• Church bombing rattles authorities: 2 injured, no warning given before blast
• Greece eyes January start for FYROM deal ratification
• Primary surplus target smashed, arrears holded back
• Dealers named for 2019 bond sales
# Authorities have been rattled by another Christmas holiday attack after a bomb was left on the steps of a central Athens church minutes before parishioners were due to arrive for a morning service. The blast at the Church of St Denis in the central Kolonaki area injured the caretaker and a police officer who had arrived to examine a suspicious package. The crudely-made time bomb exploded after no warning was given, which is customary in attacks in Greece, mostly claimed by militant anti-establishment groups. The attack follows the bombing of private Skai television earlier this month and has fuelled fears that a younger generation of militants is preparing a renewed wave of violence.
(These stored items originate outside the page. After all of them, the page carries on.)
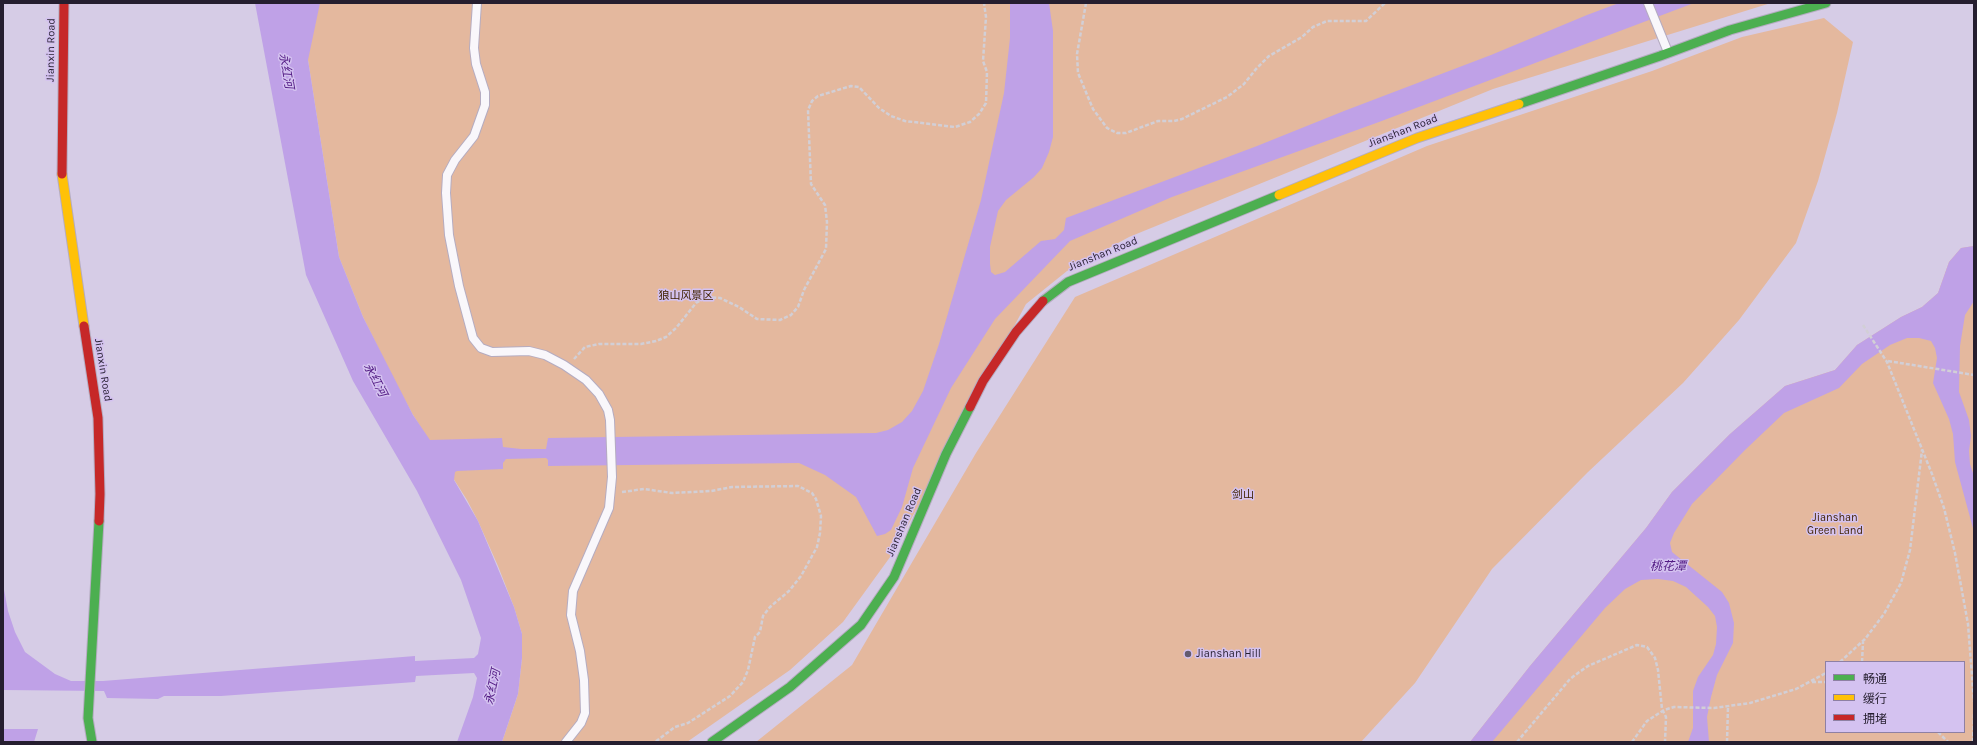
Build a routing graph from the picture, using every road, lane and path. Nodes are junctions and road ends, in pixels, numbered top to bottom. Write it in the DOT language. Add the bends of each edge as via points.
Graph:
graph roads {
  1 [pos="64,3"];
  2 [pos="477,3"];
  3 [pos="984,3"];
  4 [pos="1086,3"];
  5 [pos="1385,3"];
  6 [pos="1648,3"];
  7 [pos="1826,3"];
  8 [pos="1664,55"];
  9 [pos="1863,325"];
  10 [pos="1887,361"];
  11 [pos="569,368"];
  12 [pos="1974,375"];
  13 [pos="1922,449"];
  14 [pos="611,492"];
  15 [pos="1863,641"];
  16 [pos="1841,661"];
  17 [pos="1862,661"];
  18 [pos="1825,674"];
  19 [pos="1811,682"];
  20 [pos="1825,682"];
  21 [pos="1974,702"];
  22 [pos="1728,707"];
  23 [pos="1663,710"];
  24 [pos="1974,714"];
  25 [pos="1939,733"];
  26 [pos="92,742"];
  27 [pos="566,742"];
  28 [pos="654,742"];
  29 [pos="712,742"];
  30 [pos="1517,742"];
  31 [pos="1632,742"];
  32 [pos="1665,742"];
  33 [pos="1727,742"];
  34 [pos="1948,742"];
  35 [pos="1973,742"];
  1 -- 26 [label="street, Jianxin Road" via="62,181 98,418 100,494 88,718"];
  2 -- 11 [label="lane" via="474,48 485,92 485,105 474,136 447,175 449,235 459,286 473,338 481,348 492,352 529,351 545,355"];
  3 -- 11 [label="path" via="986,18 983,61 987,72 986,103 970,122 955,127 905,121 879,108 859,87 851,86 818,96 812,101 808,110 811,184 825,205 826,249 798,307 791,316 780,320 757,319 720,298 706,297 696,303 666,337 641,344 599,344 585,347"];
  4 -- 5 [label="path" via="1077,54 1078,73 1093,110 1107,128 1126,134 1158,121 1182,119 1221,100 1244,84 1269,56 1302,37 1313,27 1327,22 1366,20"];
  6 -- 8 [label="lane" via="1659,31"];
  7 -- 8 [label="street, Jianshan Road" via="1730,30"];
  8 -- 29 [label="street, Jianshan Road" via="1417,138 1068,282 1040,303 1016,332 983,381 946,454 894,577 861,625 790,687"];
  9 -- 10 [label="path"];
  10 -- 12 [label="path"];
  10 -- 13 [label="path"];
  11 -- 14 [label="lane" via="586,380 599,394 608,410"];
  13 -- 15 [label="path" via="1910,550 1905,569 1884,614"];
  13 -- 21 [label="path" via="1944,508 1962,583 1973,665"];
  14 -- 27 [label="lane" via="609,508 573,591 571,615 584,680 584,713 581,723"];
  14 -- 28 [label="path" via="644,489 672,493 732,487 798,486 812,493 821,516 817,547 801,576 763,616 743,682 730,696"];
  15 -- 16 [label="path"];
  15 -- 17 [label="path"];
  18 -- 19 [label="path"];
  19 -- 20 [label="path"];
  19 -- 23 [label="path" via="1750,704 1714,708 1688,706"];
  22 -- 33 [label="path"];
  23 -- 30 [label="path" via="1655,658 1648,647 1637,645 1588,666 1570,679"];
  23 -- 31 [label="path" via="1647,721"];
  23 -- 32 [label="path" via="1666,717"];
  24 -- 35 [label="path"];
  25 -- 34 [label="path"];
}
# Greece is eying a January date to start the ratification process on the Macedonia-name deal. Greek diplomatic official, widely quoted in the local news media, said the date could be brought forward by more than one month after lawmakers in FYROM complete the required constitutional amendments. “We are not going to leave this issue pending for New Democracy,” the official said. “We have the majority in the parliament for both the Prespa agreement and a vote of confidence if needed.” Accelerating the Greek side of the process would allow approval of FYROM’s entry into NATO by the summer.
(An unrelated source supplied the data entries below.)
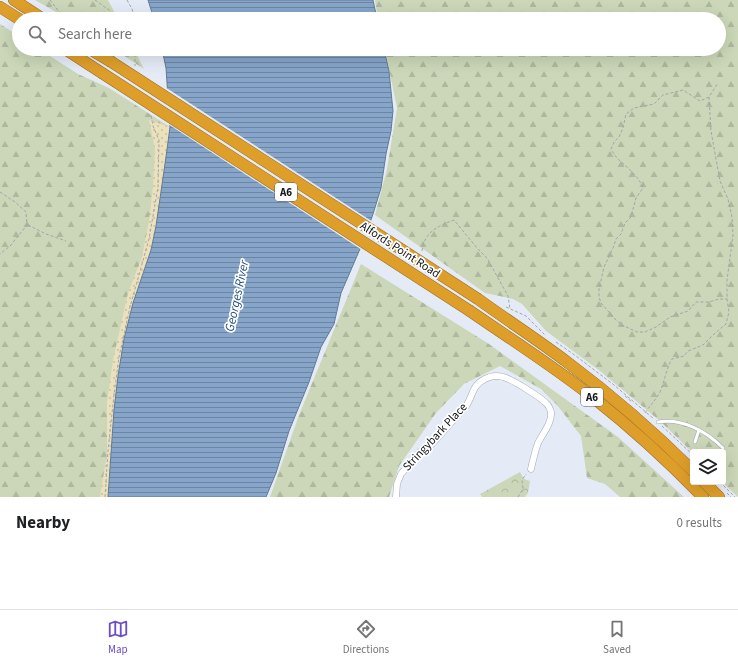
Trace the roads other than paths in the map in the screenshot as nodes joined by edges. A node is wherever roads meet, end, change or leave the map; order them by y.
1 (14, 0) edge
2 (0, 7) edge
3 (32, 12) edge
4 (12, 15) edge
5 (76, 56) edge
6 (102, 56) edge
7 (507, 312) junction
8 (498, 330) junction
9 (658, 422) road end
10 (699, 430) junction
11 (695, 442) dead end
12 (723, 448) dead end
13 (690, 468) edge
14 (531, 469) road end
15 (707, 485) edge
16 (396, 497) edge
17 (703, 497) edge
18 (719, 497) edge

1 - 3 highway
2 - 4 highway
5 - 8 highway, Alfords Point Road / A6, bridge
6 - 7 highway, Alfords Point Road / A6, bridge
7 - 8 lane
7 - 13 highway, Alfords Point Road / A6
8 - 17 highway, Alfords Point Road / A6
9 - 10 lane
10 - 11 lane
10 - 12 lane
14 - 16 street, Stringybark Place
15 - 18 highway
# Greece has smashed it’s primary surplus target this year through November, recording a balance of EUR 7.626 billion _ breezing past the official goal of EUR 4.071 billion. The figures reflected the recent mix of strong revenues, clamps on spending and weak arrears repayment, with the last two held below the targeted amounts. The state failed to fully cover all arrears to the private sector.Rebates – excluding returns via a post-memorandum obligation to cover the state’s arrears- reached 3.181 billion euros, down by 475 million euros from the target. The revenue categories that showed the highest increases include sales and other indirect taxes. Budget revenue exceeded targets in the categories of individual income tax (0.2 percent), corporate income tax (4.3), property taxes (0.8), VAT (0.3), other consumption taxes (9.4), indirect taxes (4.3), other non-tax revenue (2.0). Targets weren’t met in the categories: special categories income tax (-2.5 percent), direct taxes (-5.7), car registration duties (-6.2), special consumption tax on energy products (-0.5), other special consumption taxes (-2.2).
# The Bank of Greece and the Finance Ministry have named 21 banks and financial institutions as primary dealers in the Greek government bond market for 2019. In alphabetical order they are: Alpha Bank SA, Banca IMI SpA, Barclays Bank PLC, BNP Paribas SA, Citigroup Global Markets Ltd, Commerzbank AG, Credit Suisse Securities (Europe) Ltd, Deutsche Bank AG, Eurobank Ergasias SA, Goldman Sachs International Bank, HSBC France (Athens Branch), JP Morgan Securities PLC, Merrill Lynch International, Morgan Stanley & Co. International PLC, National Bank of Greece SA, Natwest Markets PLC, Nomura International PLC, Piraeus Bank SA, Societe Generale, UBS Ltd, Unicredit SpA.
On our Radar: Out Again
Dimitris Koufodinas, the urban guerrilla gunman serving 11 life sentences, has been granted a five-day furlough and will spend New Year’s at home. The 61-year-old leading member of the terror group November 17 was granted his fifth consecutive leave request, despite sustained protest from the governments of the United States, Britain and Turkey whose embassy, intelligence and military officials are among 17N’s victims. Earlier this year, Koufodinas was moved from Athens to a lower-security prison near Volos. Greek critics of the decision to grant him regular furloughs argue that he has expressed no remorse for his actions.